BEGIN Exercise data

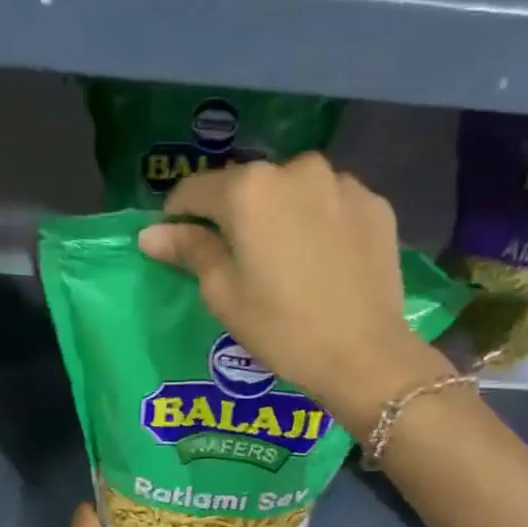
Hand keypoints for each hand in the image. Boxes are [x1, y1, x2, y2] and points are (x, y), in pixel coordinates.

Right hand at [137, 154, 450, 433]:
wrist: (366, 357)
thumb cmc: (283, 330)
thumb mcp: (224, 295)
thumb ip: (189, 251)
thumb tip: (151, 233)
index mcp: (250, 189)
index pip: (196, 190)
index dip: (180, 216)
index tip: (177, 243)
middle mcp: (296, 169)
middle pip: (248, 186)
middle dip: (235, 215)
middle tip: (236, 259)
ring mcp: (342, 183)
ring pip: (293, 192)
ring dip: (280, 215)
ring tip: (285, 260)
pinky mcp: (375, 204)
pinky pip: (331, 204)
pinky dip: (319, 222)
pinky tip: (322, 260)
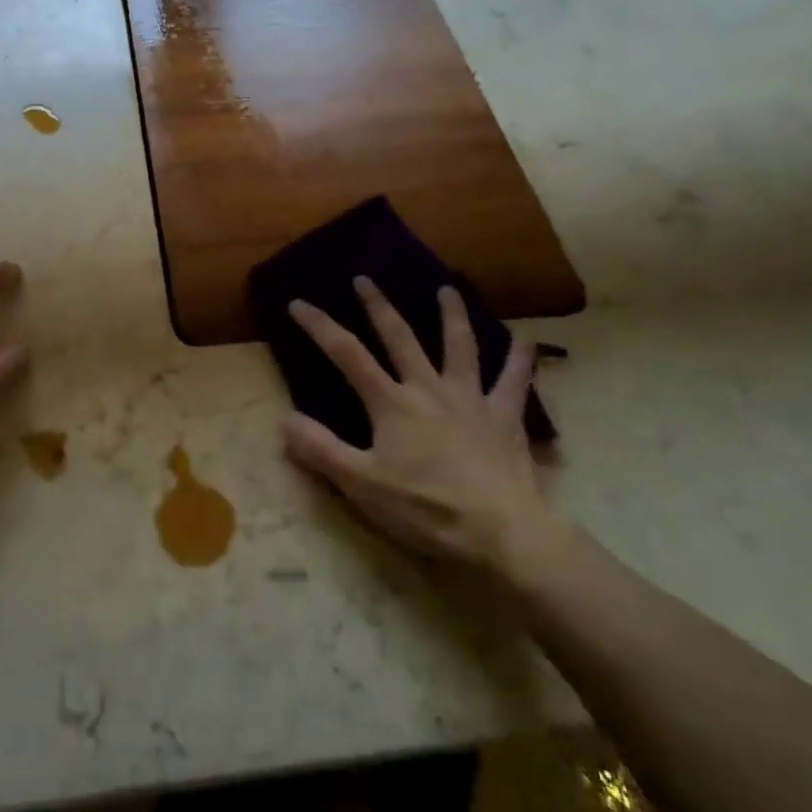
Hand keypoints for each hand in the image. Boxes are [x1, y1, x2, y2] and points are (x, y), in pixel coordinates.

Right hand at [281, 277, 556, 573]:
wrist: (502, 532)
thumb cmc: (428, 509)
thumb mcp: (363, 485)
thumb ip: (322, 450)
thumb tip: (284, 419)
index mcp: (392, 403)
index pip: (347, 355)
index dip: (320, 326)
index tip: (299, 303)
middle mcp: (429, 389)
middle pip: (400, 337)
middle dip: (378, 306)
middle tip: (364, 279)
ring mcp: (471, 399)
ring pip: (460, 346)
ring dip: (452, 315)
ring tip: (447, 289)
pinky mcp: (505, 418)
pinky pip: (514, 382)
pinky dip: (521, 360)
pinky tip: (527, 341)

END Exercise data

[What you should do] Copy out every entry above word for word; omit the images.

[Exercise result]
Hand keypoints for each hand in the image. Boxes are [x1, y1, x2, y2] and points are (x, y), in pixel coordinates.

Right hand at [137, 154, 450, 433]:
wrist: (366, 357)
thumb cmc: (283, 330)
thumb mcp: (224, 295)
thumb ip: (189, 251)
thumb tip: (151, 233)
index mcp: (250, 189)
index pip: (196, 190)
index dip: (180, 216)
index tip: (177, 243)
middle mcp: (296, 169)
middle pip: (248, 186)
middle dip: (235, 215)
middle tip: (236, 259)
ring mcp: (342, 183)
ring pip: (293, 192)
ring dip: (280, 215)
ring tip: (285, 260)
pinky mcp: (375, 204)
pinky pip: (331, 204)
pinky dip: (319, 222)
pinky tip: (322, 260)
Hand keypoints for each hand in the image. Boxes are [x1, y1, x2, y2] and points are (x, y), in pixel coordinates.

Right hand at [281, 277, 556, 573]:
wrist: (502, 532)
thumb cmc: (428, 509)
thumb mcp: (363, 485)
thumb ip: (322, 450)
thumb tip: (284, 419)
index mcp: (392, 403)
index pip: (347, 355)
index dip: (320, 326)
index tip: (299, 303)
middle mcp: (429, 389)
middle pip: (400, 337)
middle dip: (378, 306)
middle tip: (364, 279)
ring mcp: (471, 399)
ring pip: (460, 346)
ring dip: (452, 315)
ring tip: (447, 289)
pinky mcp: (505, 418)
pinky pip: (514, 382)
pinky dip: (521, 360)
pinky tip: (527, 341)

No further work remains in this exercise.